> **Directions**
The answer must restate the listing word for word, without its images.

> **Exercise material**
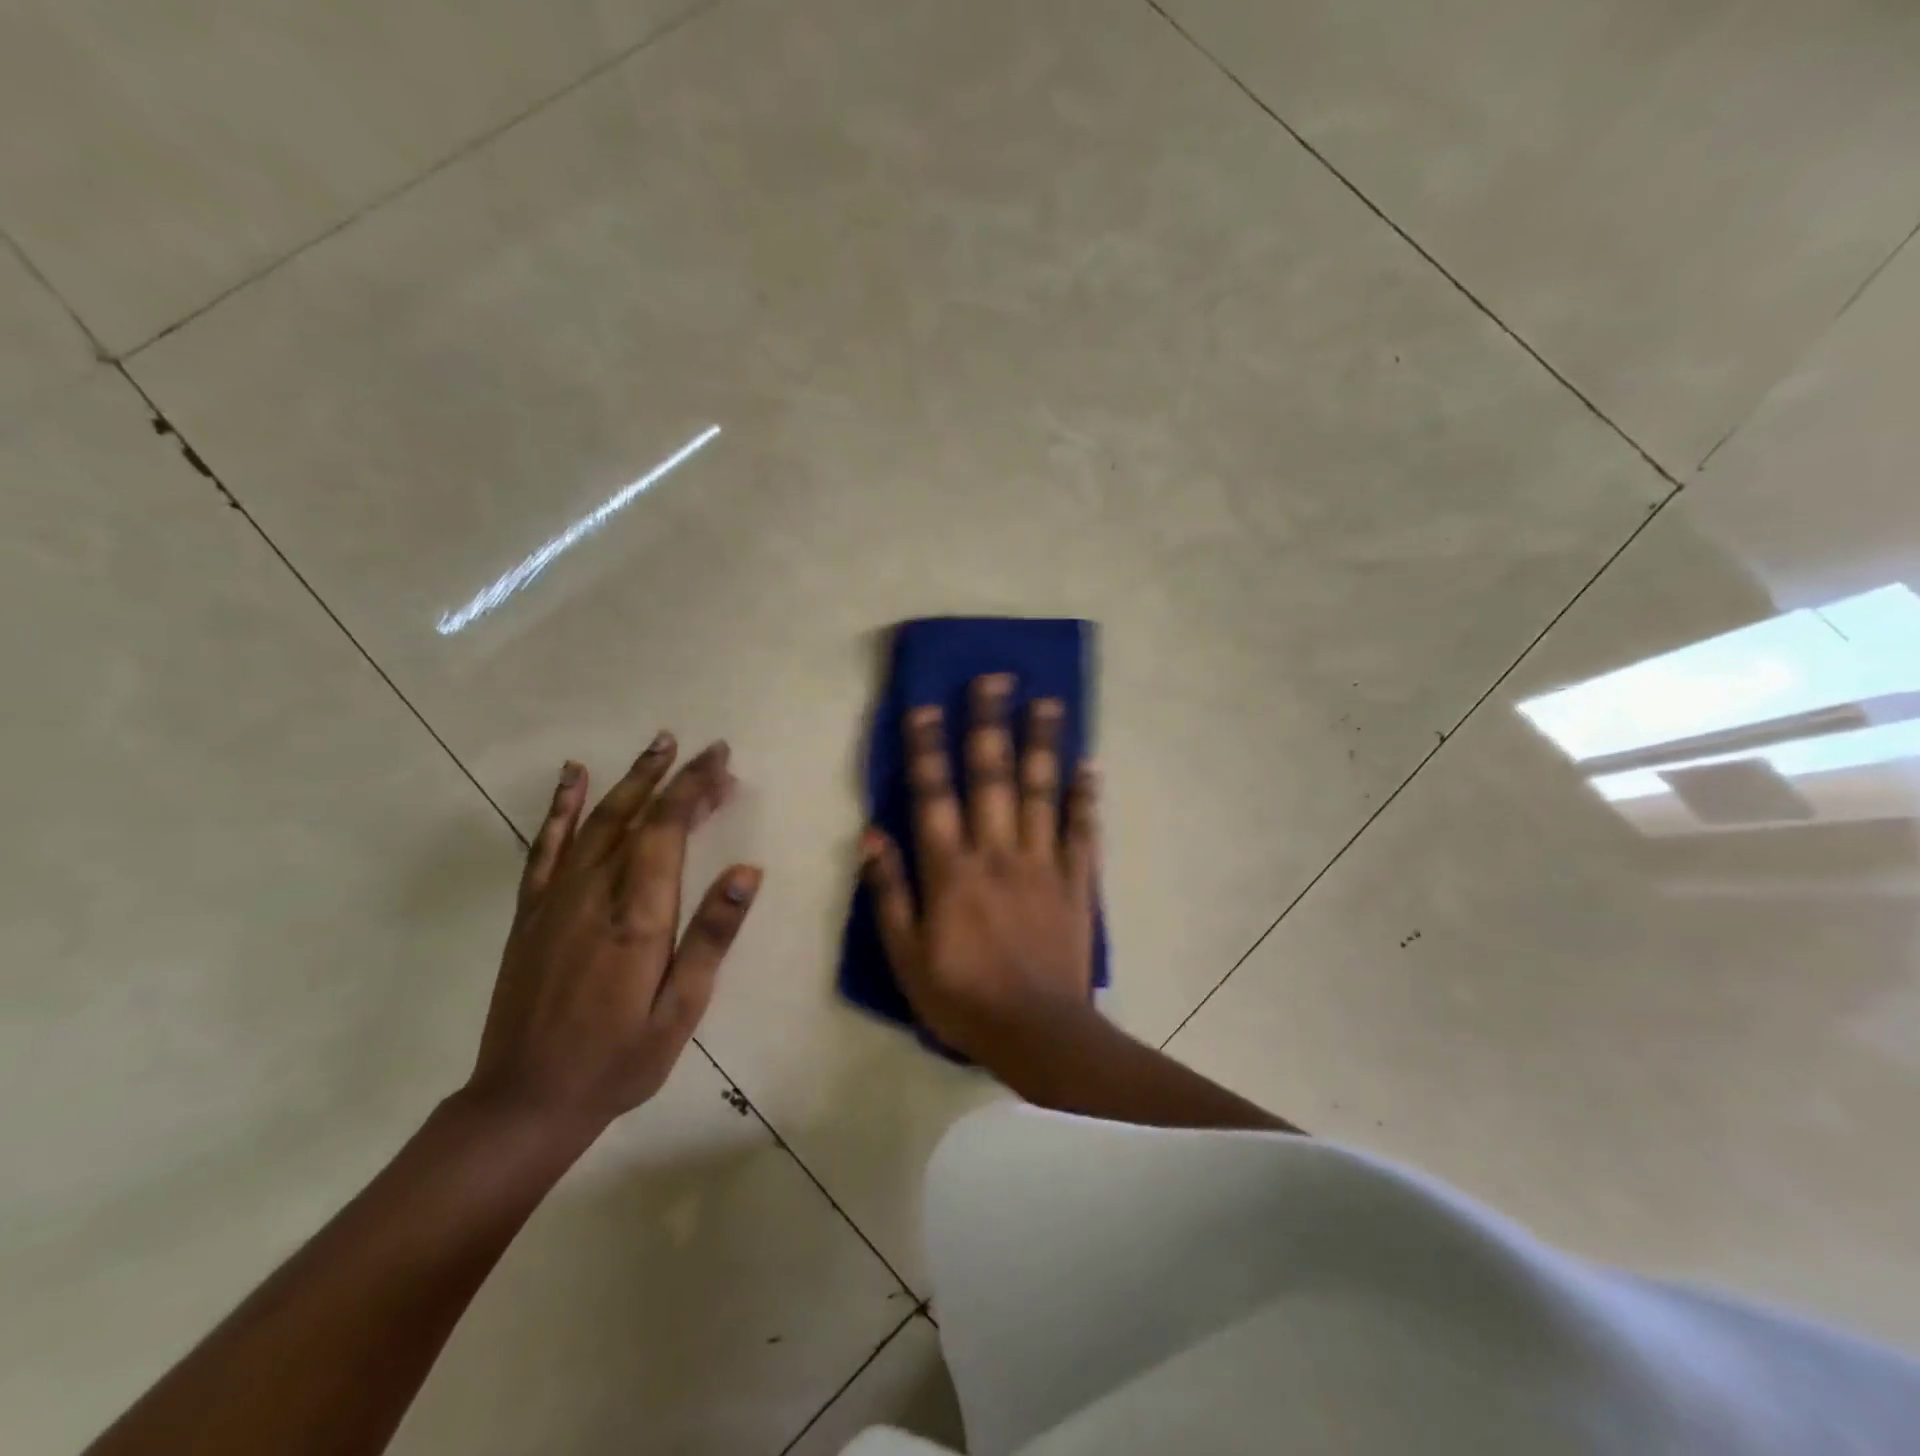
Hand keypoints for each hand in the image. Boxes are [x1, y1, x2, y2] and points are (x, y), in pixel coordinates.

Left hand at [467, 734, 760, 1134]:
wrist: (526, 1100)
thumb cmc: (619, 1059)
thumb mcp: (681, 1009)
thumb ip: (712, 936)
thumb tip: (747, 871)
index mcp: (638, 915)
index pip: (669, 829)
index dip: (694, 787)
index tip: (721, 759)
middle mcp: (595, 892)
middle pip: (638, 816)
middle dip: (673, 777)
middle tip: (706, 749)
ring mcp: (556, 898)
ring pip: (598, 820)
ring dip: (630, 779)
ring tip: (658, 745)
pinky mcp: (532, 911)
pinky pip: (546, 845)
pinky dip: (561, 806)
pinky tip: (573, 776)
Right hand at [861, 674, 1099, 1066]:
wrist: (1038, 1034)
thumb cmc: (962, 998)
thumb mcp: (905, 957)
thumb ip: (888, 893)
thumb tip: (871, 834)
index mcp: (951, 871)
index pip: (934, 796)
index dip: (927, 749)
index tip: (926, 706)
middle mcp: (997, 853)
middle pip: (991, 777)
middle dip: (990, 724)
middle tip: (994, 678)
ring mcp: (1042, 863)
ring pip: (1040, 791)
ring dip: (1043, 743)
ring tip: (1048, 700)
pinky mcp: (1077, 881)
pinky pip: (1082, 830)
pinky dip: (1085, 796)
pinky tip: (1089, 764)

> **Exercise result**
Hand keypoints for each hand in the image. Boxes are [x1, y1, x2, y2] and points are (x, y), in pixel coordinates.

Left hand at [467, 734, 760, 1134]:
wrist: (526, 1100)
thumb cmc: (619, 1059)
thumb mcp: (681, 1009)
thumb ip: (712, 936)
thumb tip: (747, 871)
index mcp: (638, 915)
index pip: (669, 829)
index dip: (694, 787)
index tip: (721, 759)
middle mcp: (595, 892)
middle pip: (638, 816)
middle dip: (673, 777)
middle tip: (706, 749)
ring mcp: (556, 898)
ring pip: (598, 820)
ring dip: (630, 779)
ring tip: (658, 745)
pinky mcp: (532, 911)
pinky pip: (546, 845)
pinky dip: (561, 806)
pinky tip: (573, 776)
Right hand at [861, 674, 1099, 1066]:
wrist: (1038, 1034)
thumb cmc: (962, 998)
thumb mcp: (905, 957)
thumb ip: (888, 893)
thumb tip: (871, 834)
index mcp: (951, 871)
index pip: (934, 796)
index dip: (927, 749)
index tip: (926, 706)
middle mcp: (997, 853)
middle pip: (991, 777)
middle dip: (990, 724)
middle tip: (994, 678)
ring mcp: (1042, 863)
ring pip: (1040, 791)
ring dip: (1043, 743)
ring tip: (1048, 700)
pinky mcp: (1077, 881)
pinky pip: (1082, 830)
pinky dip: (1085, 796)
pinky tip: (1089, 764)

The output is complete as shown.